### Collected data
------------------------------------------------------------------------

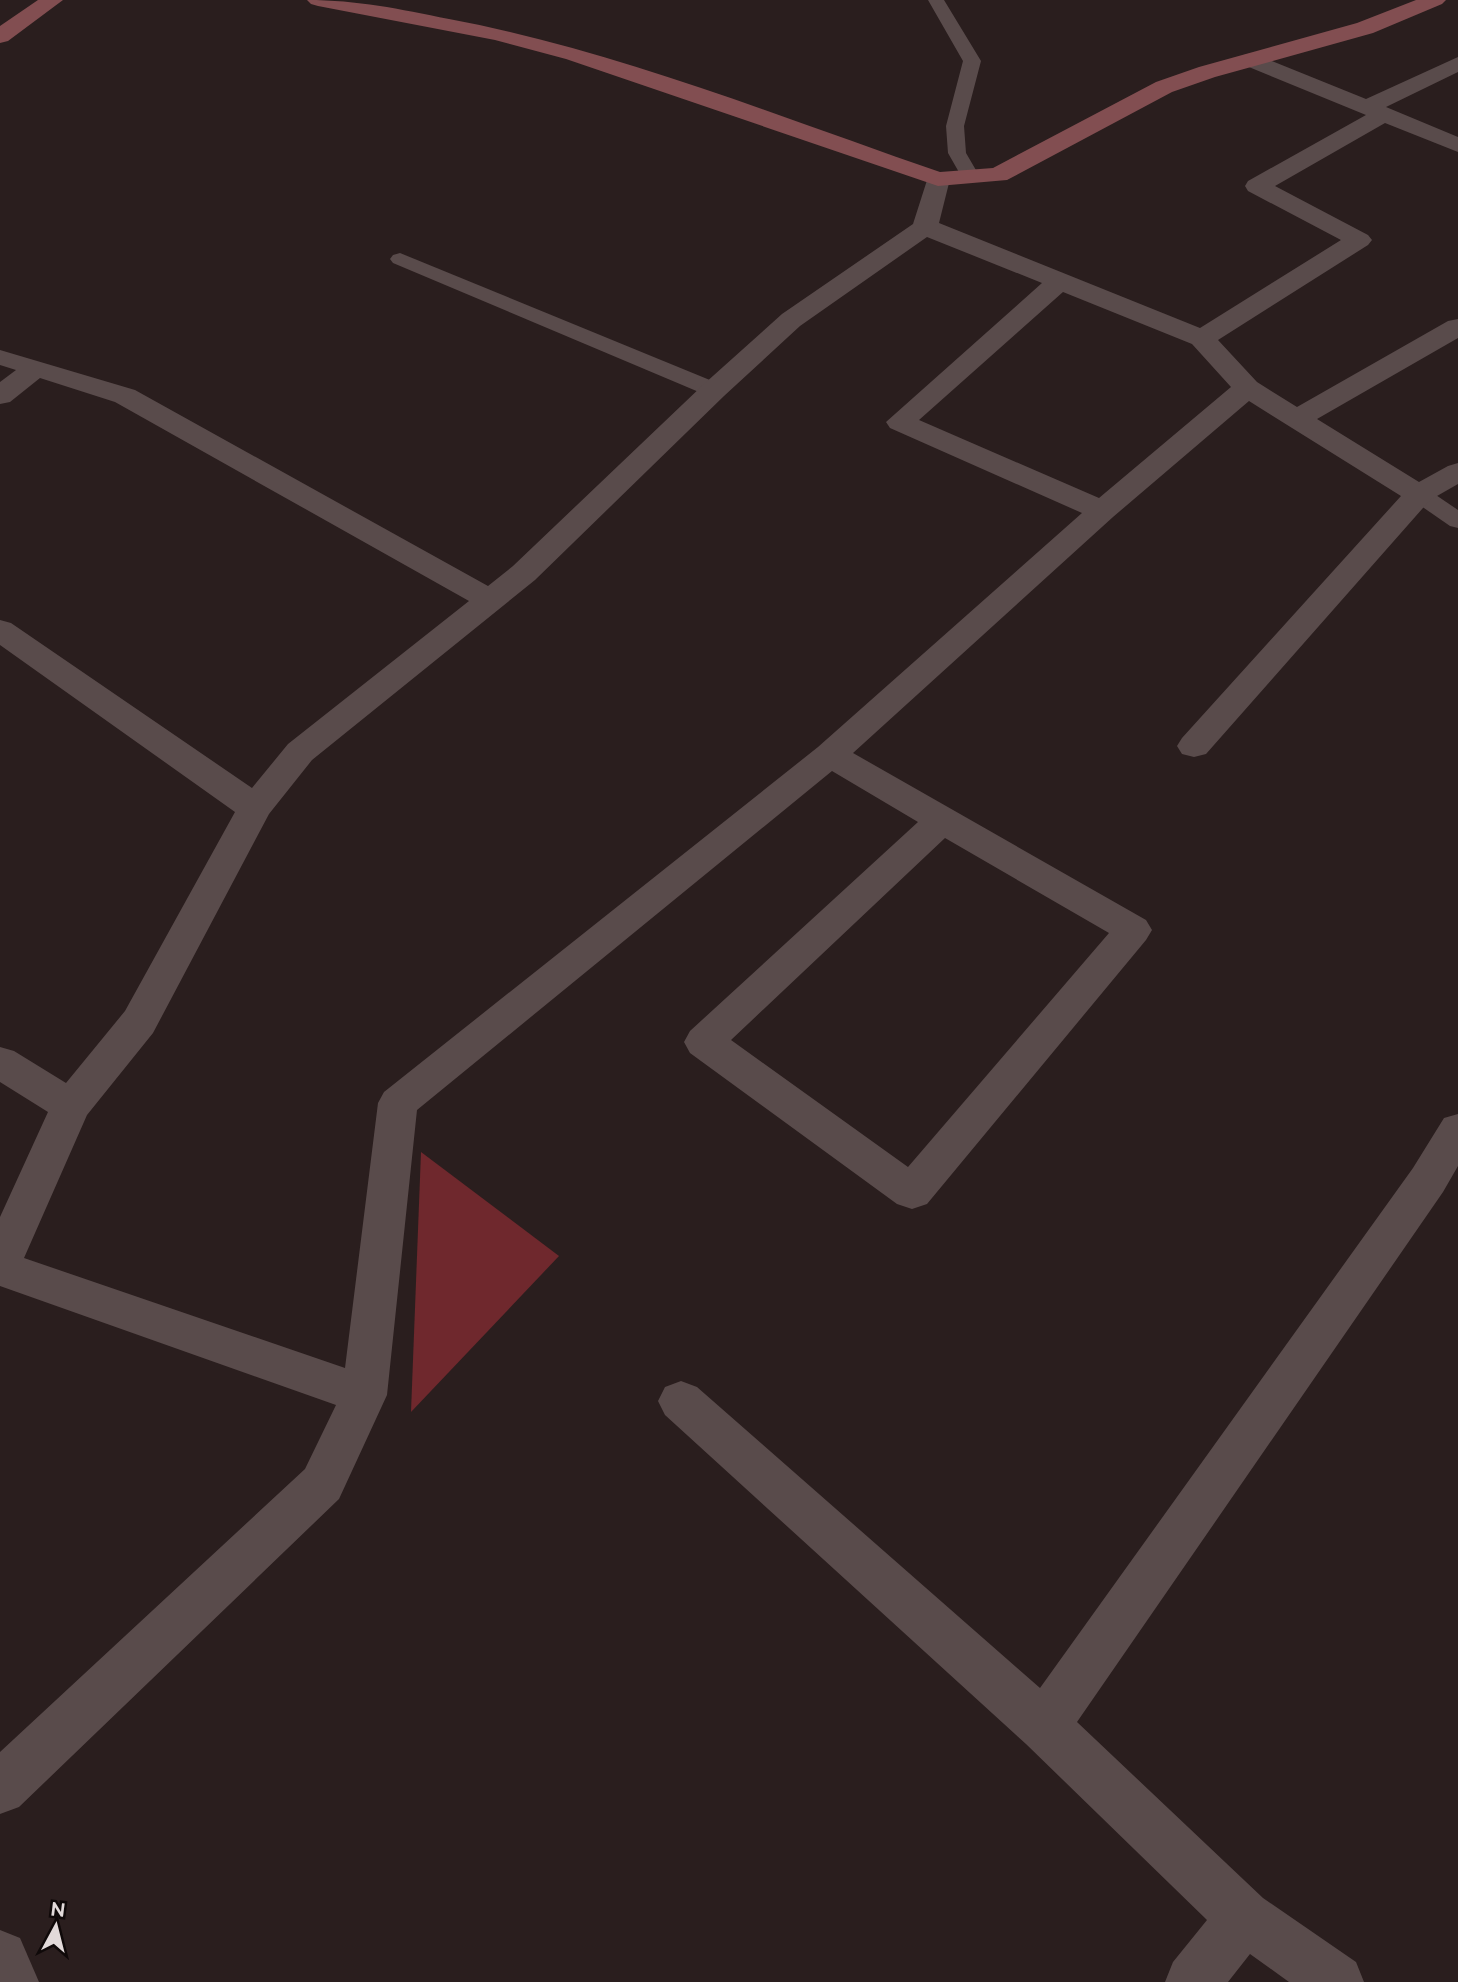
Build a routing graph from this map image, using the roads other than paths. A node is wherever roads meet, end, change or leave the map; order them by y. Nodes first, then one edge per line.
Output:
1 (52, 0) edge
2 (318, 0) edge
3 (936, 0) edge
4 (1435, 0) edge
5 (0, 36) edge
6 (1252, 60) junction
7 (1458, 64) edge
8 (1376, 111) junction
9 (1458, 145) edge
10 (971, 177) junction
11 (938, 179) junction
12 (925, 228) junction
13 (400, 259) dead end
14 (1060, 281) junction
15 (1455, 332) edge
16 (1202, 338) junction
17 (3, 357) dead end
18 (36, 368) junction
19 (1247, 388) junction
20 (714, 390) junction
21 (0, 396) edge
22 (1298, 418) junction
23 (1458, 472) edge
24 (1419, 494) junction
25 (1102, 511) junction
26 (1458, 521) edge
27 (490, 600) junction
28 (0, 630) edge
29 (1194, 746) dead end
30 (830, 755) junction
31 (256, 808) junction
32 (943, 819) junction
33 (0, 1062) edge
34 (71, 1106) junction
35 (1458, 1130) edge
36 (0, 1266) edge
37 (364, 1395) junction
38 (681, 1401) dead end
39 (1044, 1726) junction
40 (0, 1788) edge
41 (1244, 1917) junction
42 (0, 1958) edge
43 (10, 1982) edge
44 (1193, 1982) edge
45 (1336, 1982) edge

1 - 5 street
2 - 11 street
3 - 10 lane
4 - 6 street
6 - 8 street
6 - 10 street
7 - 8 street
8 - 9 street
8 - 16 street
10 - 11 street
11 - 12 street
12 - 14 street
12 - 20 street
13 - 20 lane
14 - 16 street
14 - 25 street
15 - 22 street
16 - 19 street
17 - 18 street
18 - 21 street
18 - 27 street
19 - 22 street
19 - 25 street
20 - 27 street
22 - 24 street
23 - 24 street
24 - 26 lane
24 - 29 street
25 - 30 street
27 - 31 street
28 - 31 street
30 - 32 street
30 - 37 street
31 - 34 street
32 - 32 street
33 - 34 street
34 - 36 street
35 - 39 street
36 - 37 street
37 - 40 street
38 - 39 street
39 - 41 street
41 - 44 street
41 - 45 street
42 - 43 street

------------------------------------------------------------------------

Which lines hold the word "dead"? Return all of them from the records above.

### Your response
13 (400, 259) dead end
17 (3, 357) dead end
29 (1194, 746) dead end
38 (681, 1401) dead end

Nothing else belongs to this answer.